_Your goal_
Give the entries back exactly as they stand, but without pictures.

[Saved entries]
##########

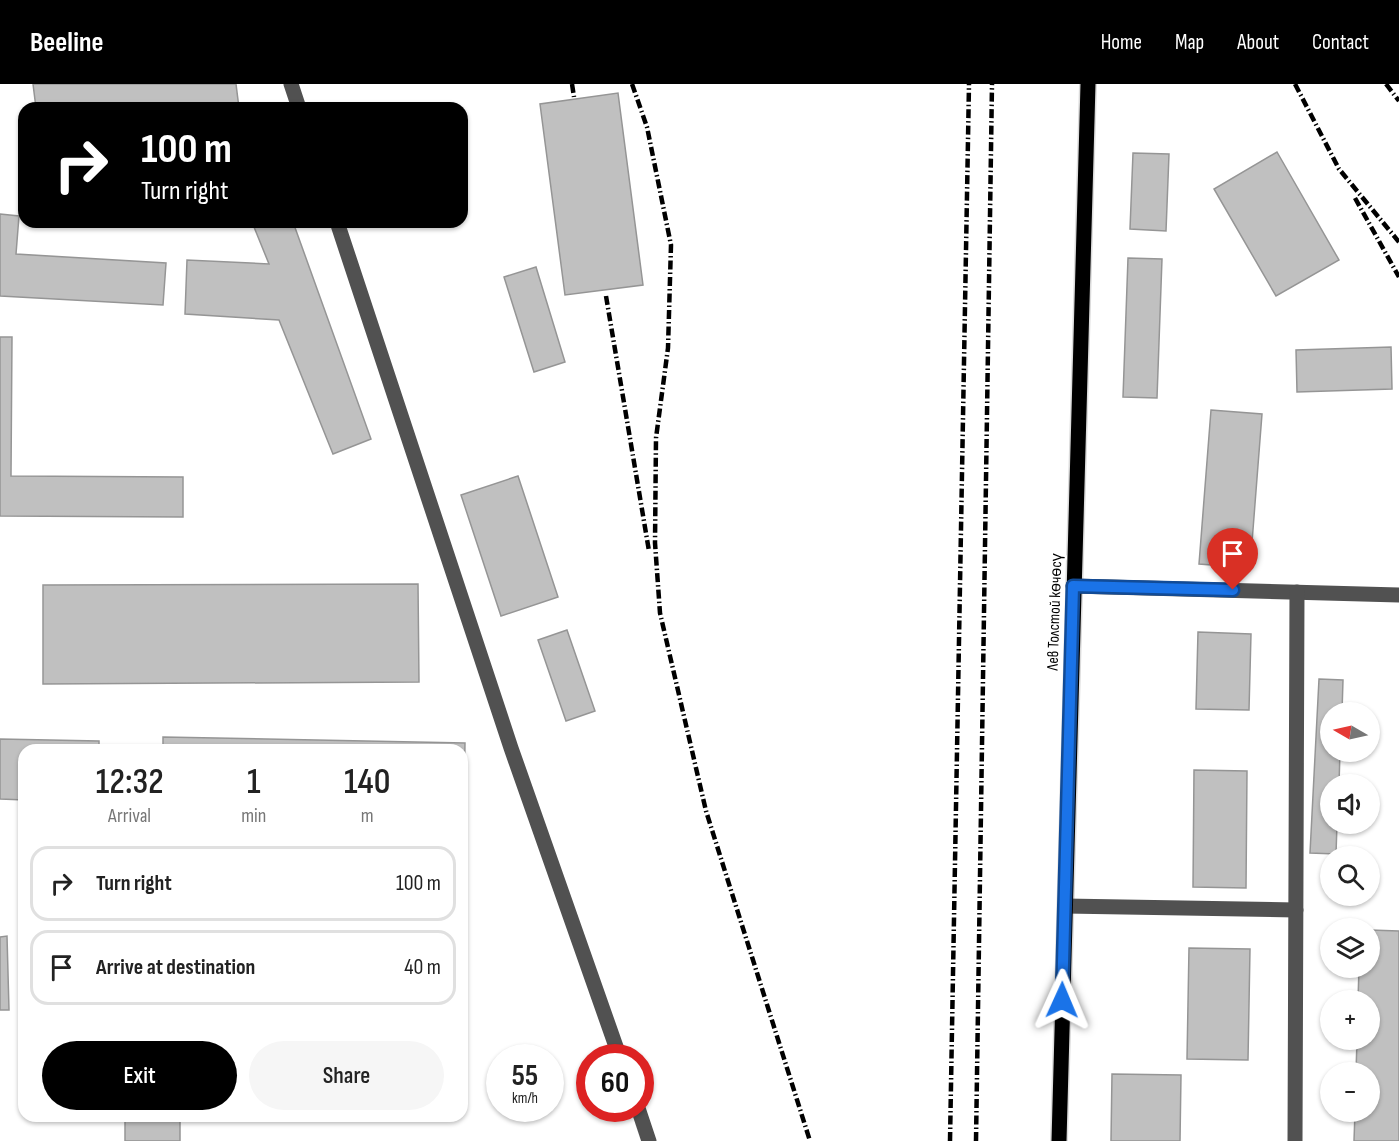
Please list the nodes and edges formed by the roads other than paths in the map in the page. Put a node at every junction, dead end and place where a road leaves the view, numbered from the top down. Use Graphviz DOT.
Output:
graph roads {
  1 [pos="291,84"];
  2 [pos="1088,84"];
  3 [pos="297,102"];
  4 [pos="339,228"];
  5 [pos="1073,586"];
  6 [pos="1297,592"];
  7 [pos="1399,595"];
  8 [pos="1065,906"];
  9 [pos="1296,910"];
  10 [pos="615,1044"];
  11 [pos="643,1122"];
  12 [pos="649,1141"];
  13 [pos="1059,1141"];
  14 [pos="1296,1141"];
  1 -- 3 [label="street"];
  2 -- 5 [label="main road, Лев Толстой көчөсү"];
  4 -- 10 [label="street"];
  5 -- 6 [label="street"];
  5 -- 8 [label="main road, Лев Толстой көчөсү"];
  6 -- 7 [label="street"];
  6 -- 9 [label="street"];
  8 -- 9 [label="street"];
  8 -- 13 [label="main road, Лев Толстой көчөсү"];
  9 -- 14 [label="street"];
  11 -- 12 [label="street"];
}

##########

_Answer area_
Please list the nodes and edges formed by the roads other than paths in the map in the page. Put a node at every junction, dead end and place where a road leaves the view, numbered from the top down. Use Graphviz DOT.
Output:
graph roads {
  1 [pos="291,84"];
  2 [pos="1088,84"];
  3 [pos="297,102"];
  4 [pos="339,228"];
  5 [pos="1073,586"];
  6 [pos="1297,592"];
  7 [pos="1399,595"];
  8 [pos="1065,906"];
  9 [pos="1296,910"];
  10 [pos="615,1044"];
  11 [pos="643,1122"];
  12 [pos="649,1141"];
  13 [pos="1059,1141"];
  14 [pos="1296,1141"];
  1 -- 3 [label="street"];
  2 -- 5 [label="main road, Лев Толстой көчөсү"];
  4 -- 10 [label="street"];
  5 -- 6 [label="street"];
  5 -- 8 [label="main road, Лев Толстой көчөсү"];
  6 -- 7 [label="street"];
  6 -- 9 [label="street"];
  8 -- 9 [label="street"];
  8 -- 13 [label="main road, Лев Толстой көчөсү"];
  9 -- 14 [label="street"];
  11 -- 12 [label="street"];
}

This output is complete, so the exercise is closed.